Introduction

In this tutorial, I will explain Cartograms in R.

About Cartogram

Cartograms are thematic maps that alter the shapes of geographic regions to reflect data variables, diverging from traditional maps where region size correlates with geographical area. This reshaping enables a visual portrayal of data trends not easily discernible on standard maps.

Why Cartogram

Cartograms offer several advantages over traditional thematic maps:

  1. Enhanced Visualization: Cartograms provide a visually appealing way to represent complex data, making it easier to identify spatial patterns and relationships.They make for a more engaging and memorable, enhancing the impact.

  2. Effective Communication: By distorting geographic shapes based on data variables, cartograms can effectively communicate key insights to a wide audiences.

  3. Highlighting Disparities: Cartograms can highlight regional disparities or concentrations of data, helping to draw attention to areas of interest.

  4. Comparative Analysis: Cartograms enable easy comparison between regions by resizing them according to the same variable, allowing for clearer insights into relative values.

Cartograms are valuable tools to analyze and communicate spatial data in a compelling and accessible manner.

Types

There are several types of cartograms that you can create using various packages:

  • Dorling Cartograms: Represent geographic regions as circles or bubbles, resizing them based on a specific variable.

  • Contiguous Area Cartograms: Maintain the topological relationships between neighboring regions while resizing them according to a variable.

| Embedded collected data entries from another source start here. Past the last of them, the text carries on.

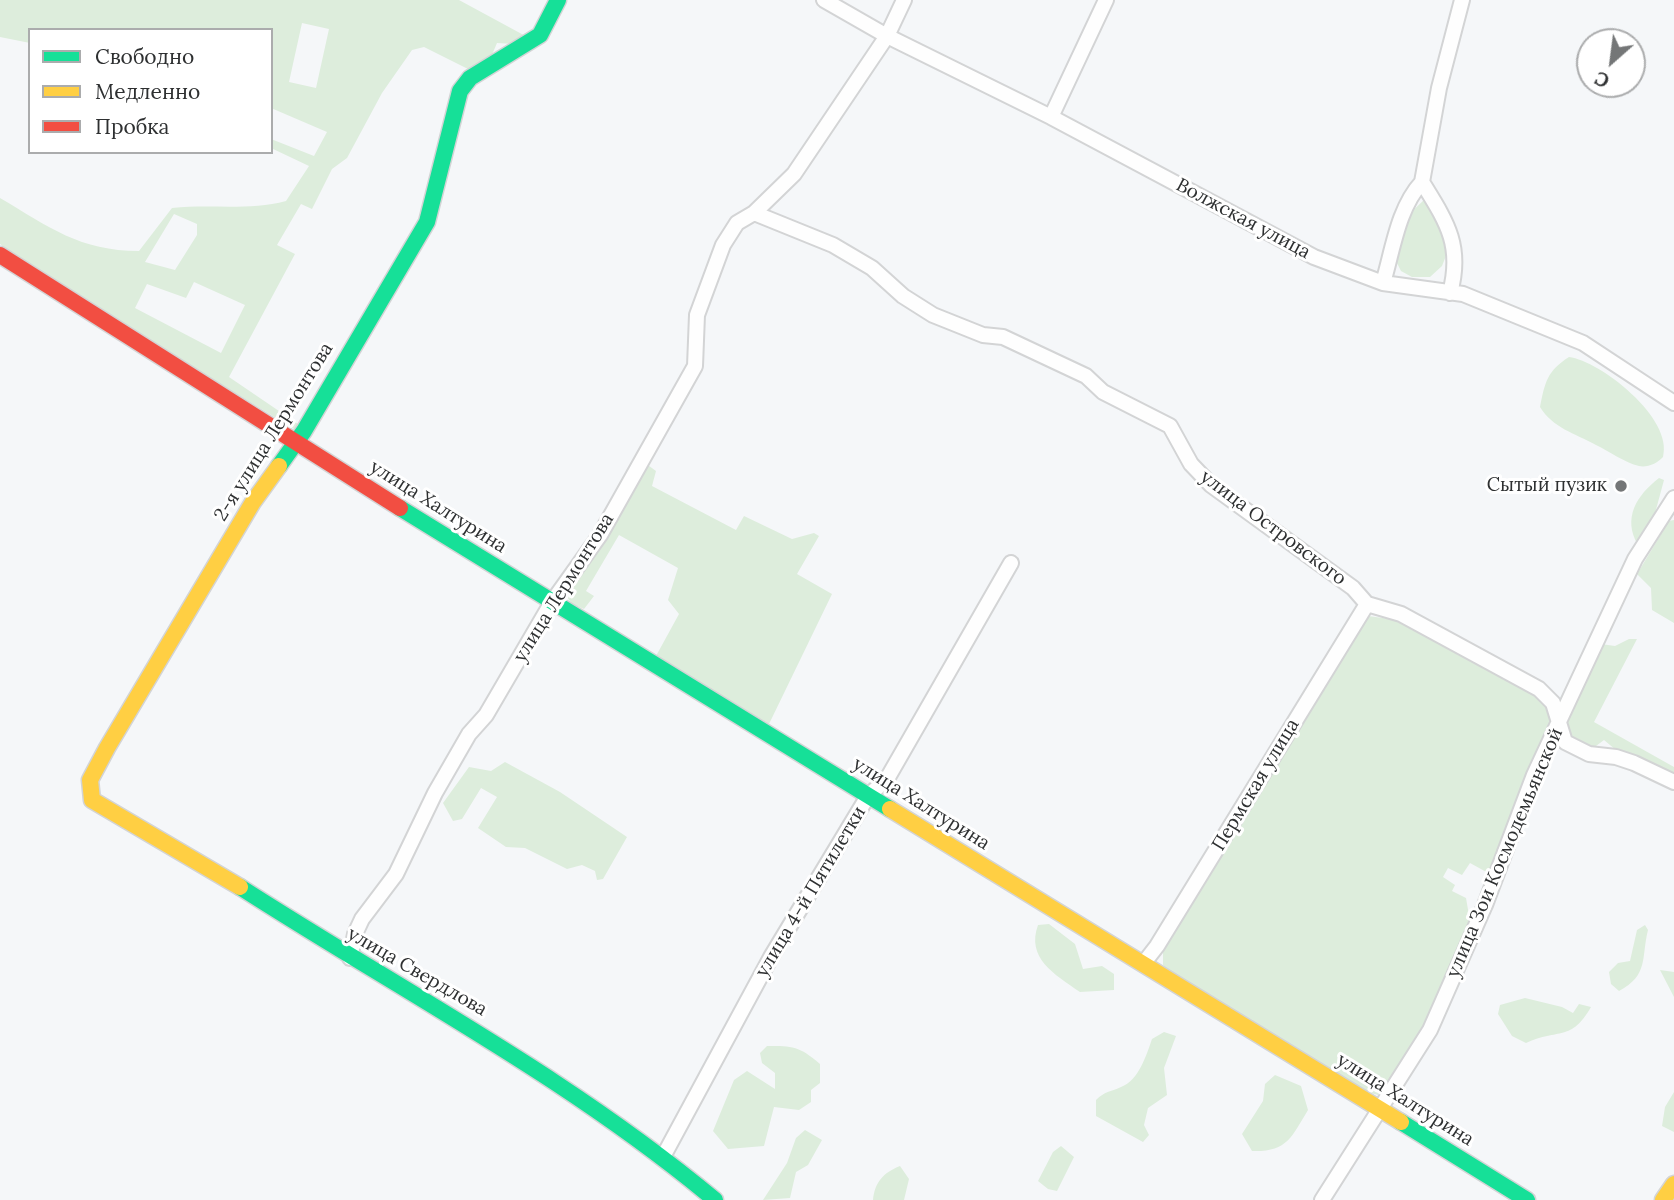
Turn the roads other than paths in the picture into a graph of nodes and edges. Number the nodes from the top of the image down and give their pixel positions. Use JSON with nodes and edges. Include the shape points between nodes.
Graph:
{"nodes":[{"id":1,"x":558,"y":0,"type":"edge"},
{"id":2,"x":824,"y":0,"type":"edge"},
{"id":3,"x":904,"y":0,"type":"edge"},
{"id":4,"x":1106,"y":0,"type":"edge"},
{"id":5,"x":1462,"y":0,"type":"edge"},
{"id":6,"x":887,"y":36,"type":"junction"},
{"id":7,"x":1051,"y":117,"type":"junction"},
{"id":8,"x":1422,"y":182,"type":"junction"},
{"id":9,"x":754,"y":213,"type":"junction"},
{"id":10,"x":0,"y":255,"type":"edge"},
{"id":11,"x":1383,"y":283,"type":"junction"},
{"id":12,"x":1450,"y":293,"type":"junction"},
{"id":13,"x":1674,"y":404,"type":"edge"},
{"id":14,"x":293,"y":443,"type":"junction"},
{"id":15,"x":1674,"y":498,"type":"edge"},
{"id":16,"x":1011,"y":563,"type":"dead end"},
{"id":17,"x":552,"y":602,"type":"junction"},
{"id":18,"x":1367,"y":604,"type":"junction"},
{"id":19,"x":1559,"y":722,"type":"junction"},
{"id":20,"x":1674,"y":782,"type":"edge"},
{"id":21,"x":89,"y":795,"type":"joint"},
{"id":22,"x":868,"y":796,"type":"junction"},
{"id":23,"x":350,"y":958,"type":"junction"},
{"id":24,"x":1143,"y":964,"type":"junction"},
{"id":25,"x":1381,"y":1110,"type":"junction"},
{"id":26,"x":664,"y":1155,"type":"junction"},
{"id":27,"x":1674,"y":1184,"type":"edge"},
{"id":28,"x":715,"y":1200,"type":"edge"},
{"id":29,"x":1322,"y":1200,"type":"edge"},
{"id":30,"x":1527,"y":1200,"type":"edge"},
{"id":31,"x":1663,"y":1200,"type":"edge"}],
"edges":[{"from":1,"to":14,"type":"main road","name":"2-я улица Лермонтова","via":[[540,35],[470,78],[460,90],[427,222]]},
{"from":2,"to":6,"type":"street","name":"Волжская улица"},
{"from":3,"to":6,"type":"street","name":"улица Лермонтова"},
{"from":4,"to":7,"type":"street"},
{"from":5,"to":8,"type":"street"},
{"from":6,"to":7,"type":"street","name":"Волжская улица"},
{"from":6,"to":9,"type":"street","name":"улица Лермонтова","via":[[794,174]]},
{"from":7,"to":11,"type":"street","name":"Волжская улица","via":[[1314,257]]},
{"from":8,"to":11,"type":"street","via":[[1402,215]]},
{"from":8,"to":12,"type":"street","via":[[1453,236],[1455,272]]},
{"from":9,"to":17,"type":"street","name":"улица Лермонтова","via":[[737,223],[704,291],[697,315],[695,366],[600,535]]},
{"from":9,"to":18,"type":"street","name":"улица Островского","via":[[833,245],[872,268],[933,315],[1003,337],[1086,376],[1103,392],[1170,426],[1191,464],[1211,485],[1353,588]]},
{"from":10,"to":14,"type":"main road","name":"улица Халтурина"},
{"from":11,"to":12,"type":"street","name":"Волжская улица"},
{"from":12,"to":13,"type":"street","name":"Волжская улица","via":[[1463,294],[1583,343]]},
{"from":14,"to":17,"type":"main road","name":"улица Халтурина"},
{"from":14,"to":21,"type":"main road","name":"2-я улица Лермонтова","via":[[107,748],[88,783]]},
{"from":15,"to":19,"type":"street","name":"улица Зои Космодемьянской","via":[[1634,559]]},
{"from":16,"to":22,"type":"street","name":"улица 4-й Пятилетки","via":[[887,779]]},
{"from":17,"to":22,"type":"main road","name":"улица Халтурина"},
{"from":17,"to":23,"type":"street","name":"улица Лермонтова","via":[[486,715],[462,746],[396,874],[362,919]]},
{"from":18,"to":19,"type":"street","name":"улица Островского","via":[[1401,614],[1539,689],[1553,703]]},
{"from":18,"to":24,"type":"street","name":"Пермская улица"},
{"from":19,"to":20,"type":"street","name":"улица Островского","via":[[1561,737],[1573,748],[1616,757]]},
{"from":19,"to":25,"type":"street","name":"улица Зои Космодемьянской","via":[[1430,1030]]},
{"from":21,"to":23,"type":"main road","name":"улица Свердлова"},
{"from":22,"to":24,"type":"main road","name":"улица Халтурина"},
{"from":22,"to":26,"type":"street","name":"улица 4-й Пятилетки","via":[[771,957]]},
{"from":23,"to":26,"type":"main road","name":"улица Свердлова","via":[[477,1030]]},
{"from":24,"to":25,"type":"main road","name":"улица Халтурина"},
{"from":25,"to":29,"type":"street","name":"улица Зои Космодемьянской"},
{"from":25,"to":30,"type":"main road","name":"улица Халтурина"},
{"from":26,"to":28,"type":"main road","name":"улица Свердлова"},
{"from":27,"to":31,"type":"main road"}]}
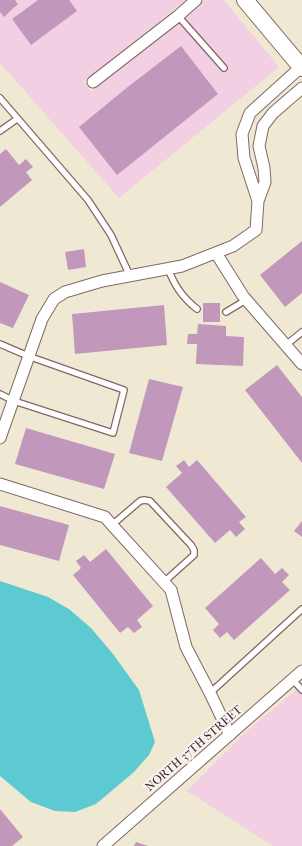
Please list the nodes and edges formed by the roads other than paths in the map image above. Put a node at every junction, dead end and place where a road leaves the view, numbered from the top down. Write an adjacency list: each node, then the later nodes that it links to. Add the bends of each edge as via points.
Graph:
1 (196, 0): 3 (street)
2 (245, 0): 4 (main road)
3 (178, 16): 5 (lane); 6 (street)
4 (302, 67): 11 (street, via 250,113 242,134 244,158)
5 (224, 68)
6 (93, 82)
7 (302, 88): 11 (street, via 262,126 259,146 265,182)
8 (0, 98): 9 (lane)
9 (17, 119): 10 (lane); 14 (lane, via 88,200 111,235)
10 (0, 131)
11 (258, 201): 12 (street, via 256,230 233,246)
12 (216, 253): 13 (street); 15 (street)
13 (168, 269): 14 (street); 16 (lane, via 180,293)
14 (130, 276): 21 (street, via 64,292 54,299 42,319)
15 (246, 300): 17 (lane); 20 (street)
16 (197, 309)
17 (226, 312)
18 (302, 332): 20 (lane)
19 (0, 344): 21 (lane)
20 (286, 345): 22 (street)
21 (28, 356): 24 (street); 24 (lane, via 124,390 112,433)
22 (302, 364)
23 (0, 394): 24 (lane)
24 (14, 401): 25 (street)
25 (0, 438)
26 (0, 484): 27 (street, via 105,517)
27 (112, 525): 28 (street); 28 (lane, via 140,501 150,501 191,545 194,555)
28 (164, 582): 33 (street, via 171,590 186,647)
29 (302, 609): 33 (lane)
30 (302, 672): 31 (street, NORTH 37TH STREET)
31 (293, 680): 32 (lane); 34 (street, NORTH 37TH STREET)
32 (302, 690)
33 (210, 693): 34 (street)
34 (230, 735): 35 (street, NORTH 37TH STREET)
35 (103, 846)

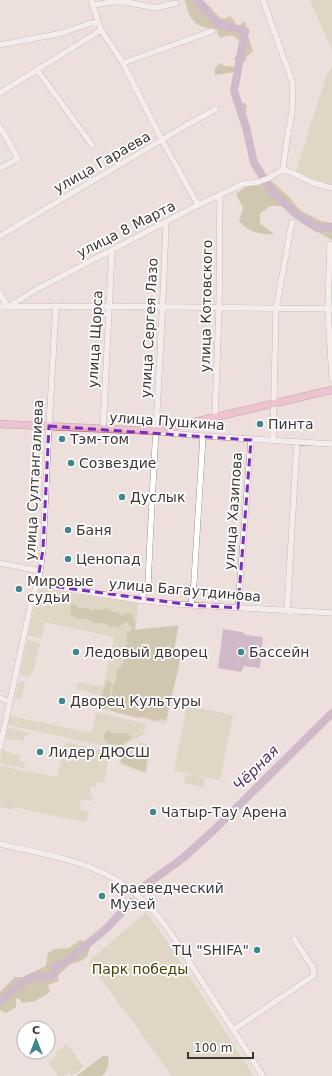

  • Non-Contiguous Area Cartograms: Do not preserve topological relationships, allowing for more flexibility in resizing regions based on data variables.

Required Packages

Before we begin, make sure you have the following packages installed. I made a custom function “install_if_missing” to ensure to only install the package if not already installed. For this tutorial we need the ‘dplyr’, ‘tmap’, ‘sf’ and cartogram packages.

  • dplyr: data manipulation package for streamlined data wrangling tasks in R.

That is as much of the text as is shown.